I’ve asked my friends to help me. When I wear something I shouldn’t, now or in the future, I want them to take charge. Take me home and leave me there or find something that’s appropriate in my closet. Or take me shopping and buy new clothes using my charge card and keep whatever I shouldn’t have worn.

I explained that I really don’t want to wear clothes with stains or rips. Things I couldn’t or didn’t see. And I may reach a point that my clothing choices aren’t good so please don’t let me wear a flowery blue and yellow blouse with a red and green plaid skirt or dresses that are too big or small. Or shoes of different colors and styles. (Wearing similar styles and the same color is an honest mistake.) Or pants that are entirely too short or have holes in the knees.

Holes in the knees. That made us laugh. Some of us remember when a pair of jeans with holes in the knees was not worn in public. We wore them playing outside at home or our pants were mended. Mom kept a supply of iron-on patches in her sewing kit, but she never thought the sticky backing kept the patches on well so she stitched them too. It wasn’t unusual to wear blue jeans with patched knees, but if there were holes anywhere else those pants were officially worn out.

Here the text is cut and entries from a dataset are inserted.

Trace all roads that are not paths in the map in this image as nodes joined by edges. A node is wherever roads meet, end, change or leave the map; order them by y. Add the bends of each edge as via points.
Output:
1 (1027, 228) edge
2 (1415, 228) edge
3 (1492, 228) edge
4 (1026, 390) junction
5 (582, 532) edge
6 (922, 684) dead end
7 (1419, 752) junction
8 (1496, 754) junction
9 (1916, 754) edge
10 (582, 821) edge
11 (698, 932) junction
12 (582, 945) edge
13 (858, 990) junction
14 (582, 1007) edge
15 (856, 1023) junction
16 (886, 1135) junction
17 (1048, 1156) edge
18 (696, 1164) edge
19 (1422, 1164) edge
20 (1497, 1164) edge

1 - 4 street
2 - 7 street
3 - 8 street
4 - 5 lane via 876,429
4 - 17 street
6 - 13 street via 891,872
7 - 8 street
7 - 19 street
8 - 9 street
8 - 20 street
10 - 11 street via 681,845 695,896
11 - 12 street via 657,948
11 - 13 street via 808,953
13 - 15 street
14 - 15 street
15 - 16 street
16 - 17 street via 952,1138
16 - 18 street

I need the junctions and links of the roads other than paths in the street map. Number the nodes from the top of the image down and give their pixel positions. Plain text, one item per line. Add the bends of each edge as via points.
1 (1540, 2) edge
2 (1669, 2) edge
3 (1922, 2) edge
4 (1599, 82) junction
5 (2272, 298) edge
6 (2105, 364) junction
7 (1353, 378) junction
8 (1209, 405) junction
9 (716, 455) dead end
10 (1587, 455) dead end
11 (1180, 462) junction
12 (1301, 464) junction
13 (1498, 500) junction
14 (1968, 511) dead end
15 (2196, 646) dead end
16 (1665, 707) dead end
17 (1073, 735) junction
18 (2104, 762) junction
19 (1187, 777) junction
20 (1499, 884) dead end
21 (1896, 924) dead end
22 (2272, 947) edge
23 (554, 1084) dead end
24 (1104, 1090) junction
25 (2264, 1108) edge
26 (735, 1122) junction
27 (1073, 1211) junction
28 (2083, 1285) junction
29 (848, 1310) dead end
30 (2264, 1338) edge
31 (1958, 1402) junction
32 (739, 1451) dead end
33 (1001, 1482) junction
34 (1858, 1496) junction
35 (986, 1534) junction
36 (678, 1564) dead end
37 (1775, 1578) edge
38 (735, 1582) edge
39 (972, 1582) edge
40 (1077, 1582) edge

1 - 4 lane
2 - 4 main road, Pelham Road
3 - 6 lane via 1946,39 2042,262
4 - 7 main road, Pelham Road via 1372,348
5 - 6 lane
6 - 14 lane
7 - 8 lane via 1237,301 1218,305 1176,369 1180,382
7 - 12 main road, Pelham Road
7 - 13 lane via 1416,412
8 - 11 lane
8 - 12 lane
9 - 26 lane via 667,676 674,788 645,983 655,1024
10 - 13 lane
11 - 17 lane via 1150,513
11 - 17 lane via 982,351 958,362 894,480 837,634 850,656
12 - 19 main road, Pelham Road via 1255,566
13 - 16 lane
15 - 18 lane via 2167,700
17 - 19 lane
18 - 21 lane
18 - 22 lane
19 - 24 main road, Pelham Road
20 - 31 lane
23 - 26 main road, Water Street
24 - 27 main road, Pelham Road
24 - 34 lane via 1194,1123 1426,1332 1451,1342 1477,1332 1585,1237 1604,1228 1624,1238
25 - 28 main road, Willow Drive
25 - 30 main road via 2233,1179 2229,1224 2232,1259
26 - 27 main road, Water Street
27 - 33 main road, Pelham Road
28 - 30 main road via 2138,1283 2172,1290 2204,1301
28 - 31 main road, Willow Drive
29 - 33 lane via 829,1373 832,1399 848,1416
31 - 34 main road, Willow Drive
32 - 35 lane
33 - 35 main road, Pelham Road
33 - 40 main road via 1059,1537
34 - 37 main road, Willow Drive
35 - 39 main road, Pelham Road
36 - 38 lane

With my old-fashion attitude, I wonder why anyone would pay good money for ripped pants. Online, one previously trusted retailer offers jeans with slits and holes, described as shredded & destroyed down the front & back of the legs, for $69.99. The seller states, “The beauty is in the breakdown.” This pair of jeans shows more leg than they cover. Others are available with busted knees for $78 and are exactly like the ones that Mom ironed patches on. I haven’t brought myself to wear jeans with busted knees or that have been shredded and destroyed.

And I’m still holding out on wearing leggings and jeggings. Leggings look like those heavy dark tights, but without feet, that we wore for warmth under skirts forty years ago. On young women and girls, I love the look of leggings with long loose mid-thigh tops so I tried on a pair. But I’d only feel good wearing such pants on my six-foot tall, past-retirement-age body if I wore a top than came to my knees.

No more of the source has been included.